The 8th U.S. Circuit Court of Appeals in a ruling Wednesday upheld a lower court’s injunction of the law, which would ban the procedure after eight weeks of pregnancy. The statute also specifies that an abortion cannot be performed “solely because of a prenatal diagnosis” indicating a child might have Down syndrome.
The three-judge panel ruled that Missouri’s law amounted to a ban, rather than a restriction, on the procedure.
“[T]here is nothing an individual in Missouri could lawfully do to obtain an abortion at or after the applicable gestational age cut-off,” the court wrote.

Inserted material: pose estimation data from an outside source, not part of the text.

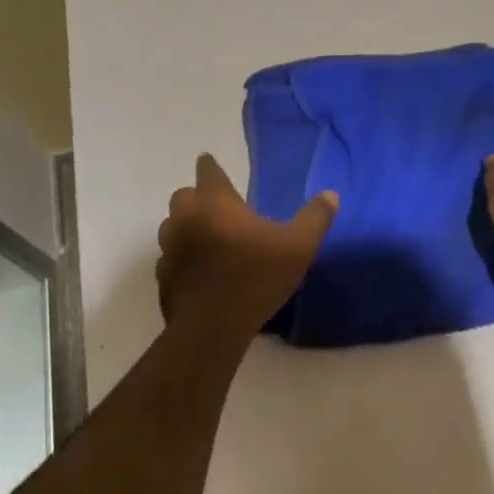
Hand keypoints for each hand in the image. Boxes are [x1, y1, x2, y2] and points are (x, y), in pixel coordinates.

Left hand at [157, 154, 336, 349]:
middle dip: (197, 197)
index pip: (207, 171)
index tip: (210, 163)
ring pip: (171, 226)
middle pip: (184, 195)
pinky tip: (197, 271)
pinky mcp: (163, 277)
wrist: (211, 330)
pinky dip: (181, 258)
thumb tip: (330, 195)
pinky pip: (169, 257)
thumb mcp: (298, 248)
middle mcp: (186, 218)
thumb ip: (314, 218)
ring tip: (206, 238)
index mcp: (215, 203)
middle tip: (217, 207)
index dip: (210, 166)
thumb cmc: (255, 278)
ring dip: (185, 226)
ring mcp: (170, 248)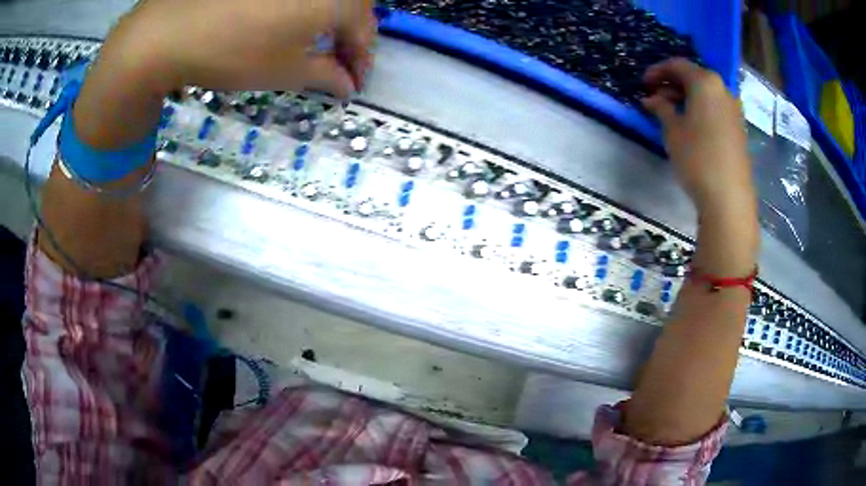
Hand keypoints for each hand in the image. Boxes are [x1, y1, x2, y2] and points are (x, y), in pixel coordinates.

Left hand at [117, 0, 375, 96]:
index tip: (354, 86)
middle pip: (350, 8)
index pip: (364, 32)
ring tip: (316, 45)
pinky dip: (304, 9)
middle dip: (349, 39)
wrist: (172, 30)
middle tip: (338, 66)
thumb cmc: (236, 53)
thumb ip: (326, 76)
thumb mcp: (287, 72)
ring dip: (328, 22)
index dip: (361, 62)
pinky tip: (290, 23)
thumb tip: (346, 85)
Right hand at [642, 59, 754, 217]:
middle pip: (694, 77)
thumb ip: (661, 108)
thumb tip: (652, 100)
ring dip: (687, 98)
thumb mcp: (672, 131)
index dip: (657, 71)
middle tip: (656, 99)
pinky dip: (701, 110)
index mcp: (705, 82)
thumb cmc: (697, 157)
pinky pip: (716, 109)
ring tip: (672, 114)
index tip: (644, 83)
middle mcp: (723, 89)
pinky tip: (691, 126)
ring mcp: (734, 109)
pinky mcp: (739, 128)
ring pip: (706, 94)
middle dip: (673, 85)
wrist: (729, 197)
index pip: (677, 65)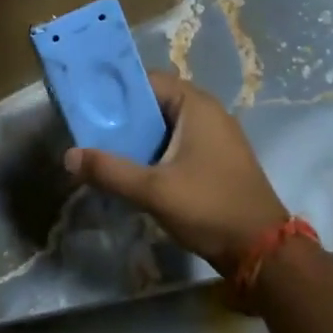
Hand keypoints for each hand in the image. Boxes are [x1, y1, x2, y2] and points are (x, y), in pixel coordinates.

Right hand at [65, 74, 289, 277]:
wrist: (264, 251)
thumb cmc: (209, 207)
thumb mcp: (154, 190)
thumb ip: (110, 171)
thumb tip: (69, 156)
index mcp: (195, 104)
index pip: (147, 81)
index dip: (116, 91)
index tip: (87, 106)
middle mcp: (207, 111)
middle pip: (155, 102)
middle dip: (124, 117)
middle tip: (90, 131)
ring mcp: (216, 135)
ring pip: (166, 125)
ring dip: (139, 136)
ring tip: (106, 151)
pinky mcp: (218, 158)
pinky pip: (179, 142)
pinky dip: (157, 150)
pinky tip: (136, 170)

“[T]he Gestational Age Provisions are bans, and we agree with the district court that RHS is likely to succeed on the merits of this claim,” the court added, referencing the plaintiff, Reproductive Health Services, which operates a St. Louis abortion clinic.
The court added that the prenatal diagnosis provision also amounted to a ban, calling it “categorically unconstitutional.”
Abortion rights advocates hailed the ruling as a victory as a slate of GOP-led states across the country move forward with restrictions on the procedure.
“Today’s decision is a critical victory for Missourians,” said Yamelsie Rodríguez, president of Reproductive Health Services of Planned Parenthood of the St. Louis Region. “For now, we celebrate our continued ability to provide safe, legal abortion at the last remaining clinic in Missouri. We know this fight is not over, especially with a direct challenge to Roe before the Supreme Court. Planned Parenthood will not back down — today is proof enough.”
The ruling comes amid a national effort by conservatives to push the Supreme Court to overturn Roe v. Wade, the 1973 case that first legalized abortions.
Numerous states have pushed restrictions with the goal of triggering a court battle that could make it to the Supreme Court.
Conservatives scored a victory in May when the Supreme Court agreed to take up a dispute over a Mississippi law that bans virtually all abortions after 15 weeks of pregnancy, with anti-abortion advocates saying the new 6-3 conservative majority provides a historic opportunity to overturn Roe v. Wade.